Rosen came up with the idea of the award because he believes that “all too often, when it comes to literary prizes, the humorous ones get sidelined, simply because they don’t tackle the big themes, and hooray for that, parents and children love reading funny books.”

Aiming to “promote laughter and humour as a feel-good factor when reading, by encouraging families to read together and discover the pleasure of humorous books”, the prize is intended to encourage children’s authors and illustrators who employ humour in their stories and poetry.

This is something that Rosen says can sometimes be remarkably hard work: “Anyone who tries it, whether doing picture books or novels or, as in my case, mostly poems, will know how really difficult it is. You’ve got to try and put yourself in the frame of mind of a child.”
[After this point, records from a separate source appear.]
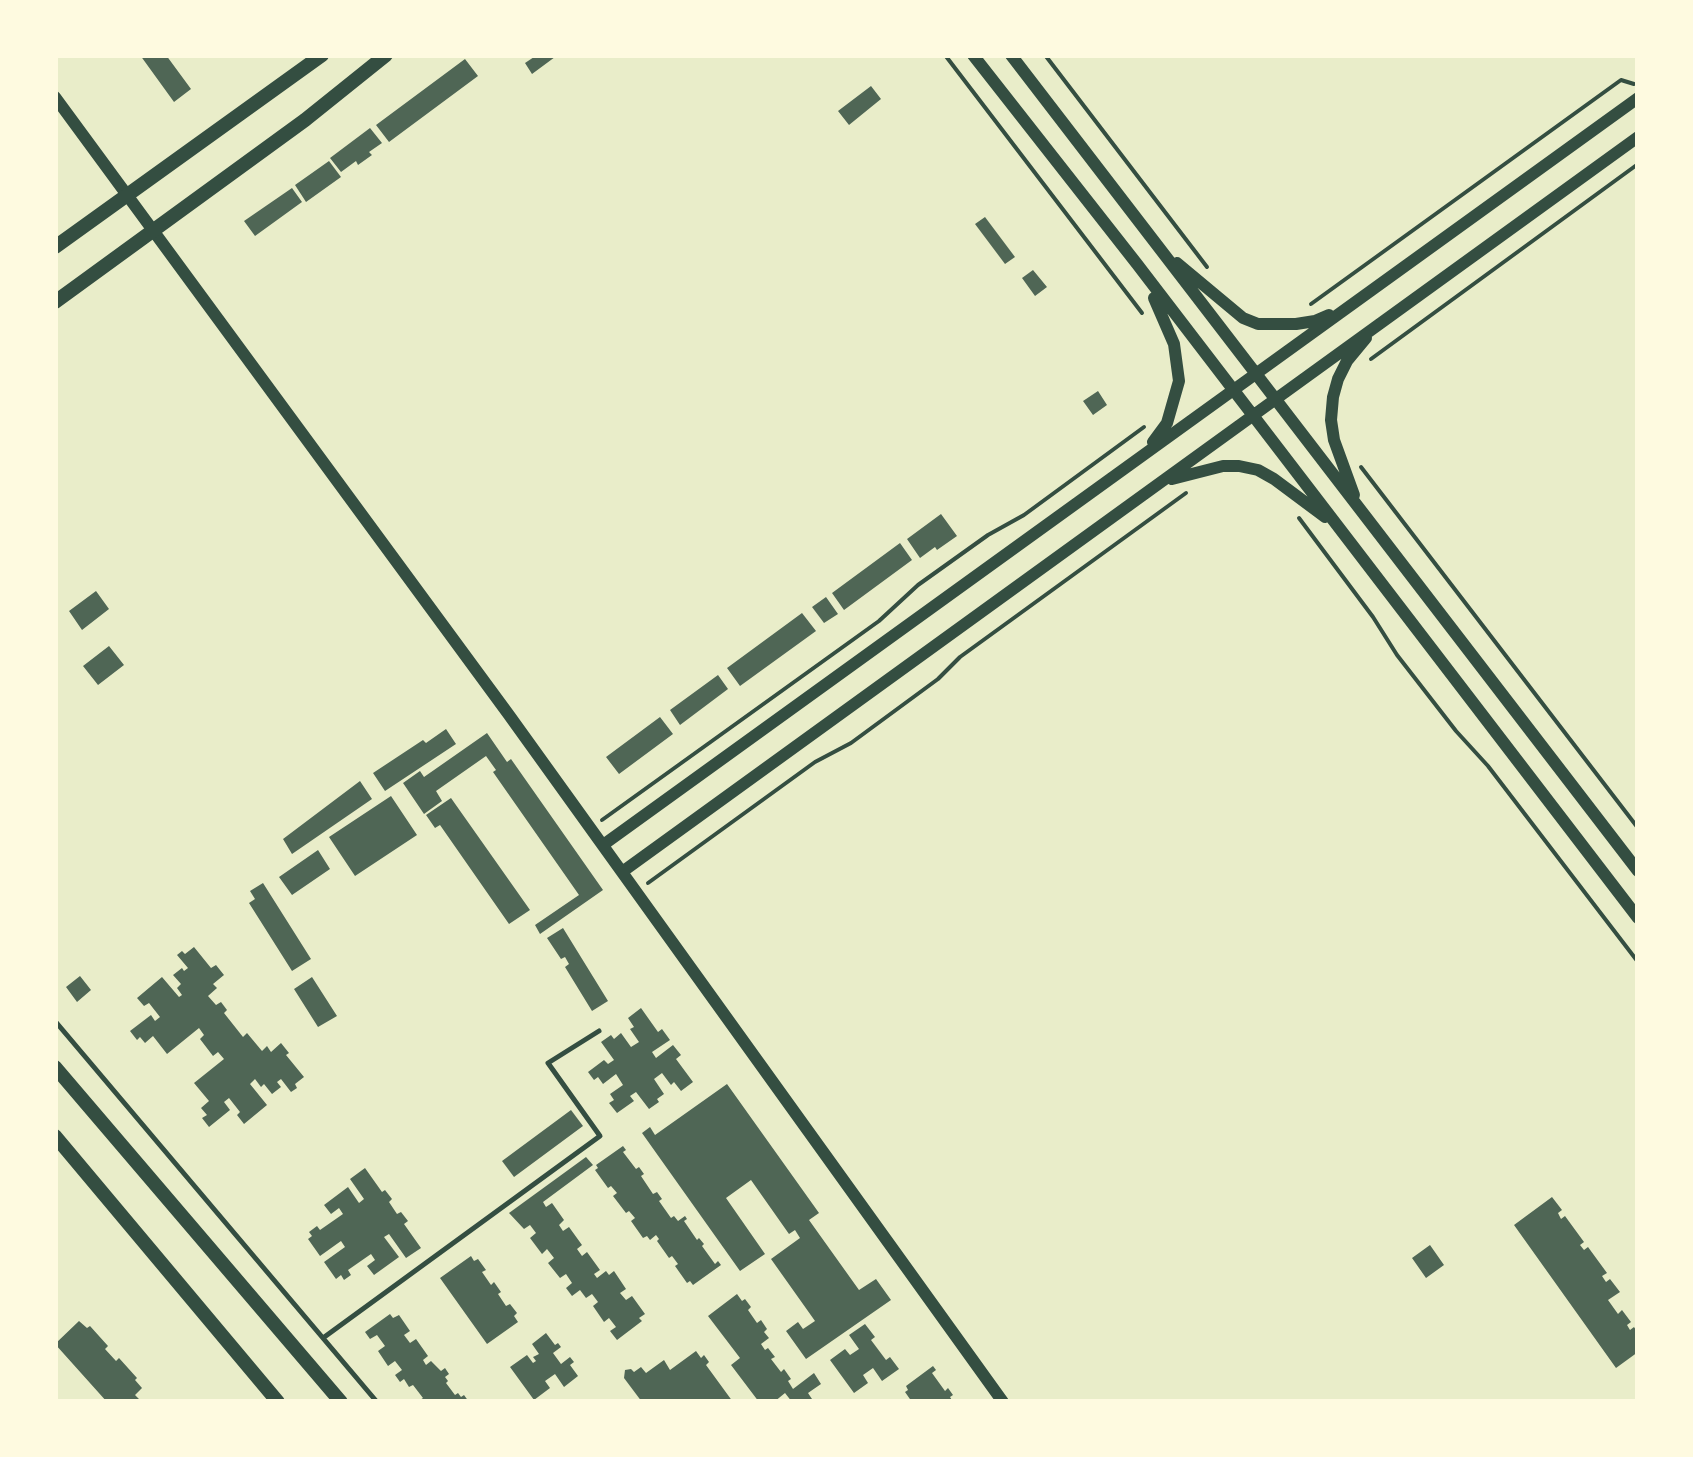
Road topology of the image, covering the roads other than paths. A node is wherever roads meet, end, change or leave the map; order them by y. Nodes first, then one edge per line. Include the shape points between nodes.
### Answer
1 (322, 55) edge
2 (386, 55) edge
3 (973, 55) edge
4 (1011, 55) edge
5 (55, 97) edge
6 (1638, 98) edge
7 (1638, 137) edge
8 (127, 196) junction
9 (152, 230) junction
10 (55, 247) edge
11 (1160, 248) junction
12 (1137, 264) junction
13 (1358, 300) junction
14 (55, 302) edge
15 (1376, 325) junction
16 (1256, 374) junction
17 (1233, 390) junction
18 (1275, 398) junction
19 (1252, 415) junction
20 (1138, 459) junction
21 (1156, 486) junction
22 (1361, 511) junction
23 (1339, 528) junction
24 (603, 845) junction
25 (1638, 871) edge
26 (622, 872) junction
27 (1638, 918) edge
28 (55, 1021) edge
29 (599, 1031) dead end
30 (55, 1066) edge
31 (55, 1136) edge
32 (324, 1338) junction
33 (278, 1402) edge
34 (341, 1402) edge
35 (377, 1402) edge
36 (1003, 1402) edge

1 - 8 main road
2 - 9 main road
3 - 12 street
4 - 11 street
5 - 8 street
6 - 13 street
7 - 15 street
8 - 9 street
8 - 10 main road
9 - 14 main road
9 - 24 street
11 - 13 street via 1258,324 1315,321
11 - 16 street
12 - 17 street
12 - 20 street via 1174,344 1179,381 1166,424
13 - 16 street
15 - 18 street
15 - 22 street via 1347,361 1332,397 1334,440
16 - 17 street
16 - 18 street
17 - 19 street
17 - 20 street
18 - 19 street
18 - 22 street
19 - 21 street
19 - 23 street
20 - 24 street
21 - 23 street via 1223,466 1258,470
21 - 26 street
22 - 25 street
23 - 27 street
24 - 26 street
26 - 36 street
28 - 32 lane
29 - 32 lane via 548,1063 600,1136
30 - 34 main road
31 - 33 main road
32 - 35 lane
Having come up with the idea of the prize he now finds himself chairing a judging panel which includes Sophie Dahl, the late author’s granddaughter, patron of the Roald Dahl Museum and an author herself, plus comedian and broadcaster Dara O’Briain, illustrator and political cartoonist Chris Riddell and children’s author Kaye Umansky.

Run by the Booktrust charity, which promotes reading, the prize has two categories – the funniest book for children aged six and under, and for children aged seven to 14, with the winner of each receiving 2,500 at an awards ceremony in London on 13 November. Rosen, who sees his job as Children’s Laureate as “an ambassador for fun with books”, has a long-established reputation with such children’s poetry collections as Wouldn’t You Like to Know, Quick Let’s Get Out of Here and Mustard, Custard, Grumble Belly.

At 62, Rosen has seen considerable changes in children’s humour and the publications catering for it: “When I was a kid the stories were mostly around private education – Billy Bunter and Jennings, that sort of thing. Today, the social dimension has changed; the humour is more popular – and populist.” And not to mention scatological: “You can make jokes about the bathroom and wee that would have been absolute taboo when I was a kid. That was part of the fun, of course, in the playground you only had to say the word and you’d fall over.”

But changing humour naturally influences those catering for it: “I think writers are now quite interested in pursuing a vein of humour, especially for older children, with various kinds of satire on TV and computer games, so you get mock Big Brother, or mock I’m A Celebrity… Get Me Out of Here, because they know it’s part of the children’s daily diet. It’s quite healthy, because it means that a lot of things that children might take seriously, they can find parodies of them in children’s books.”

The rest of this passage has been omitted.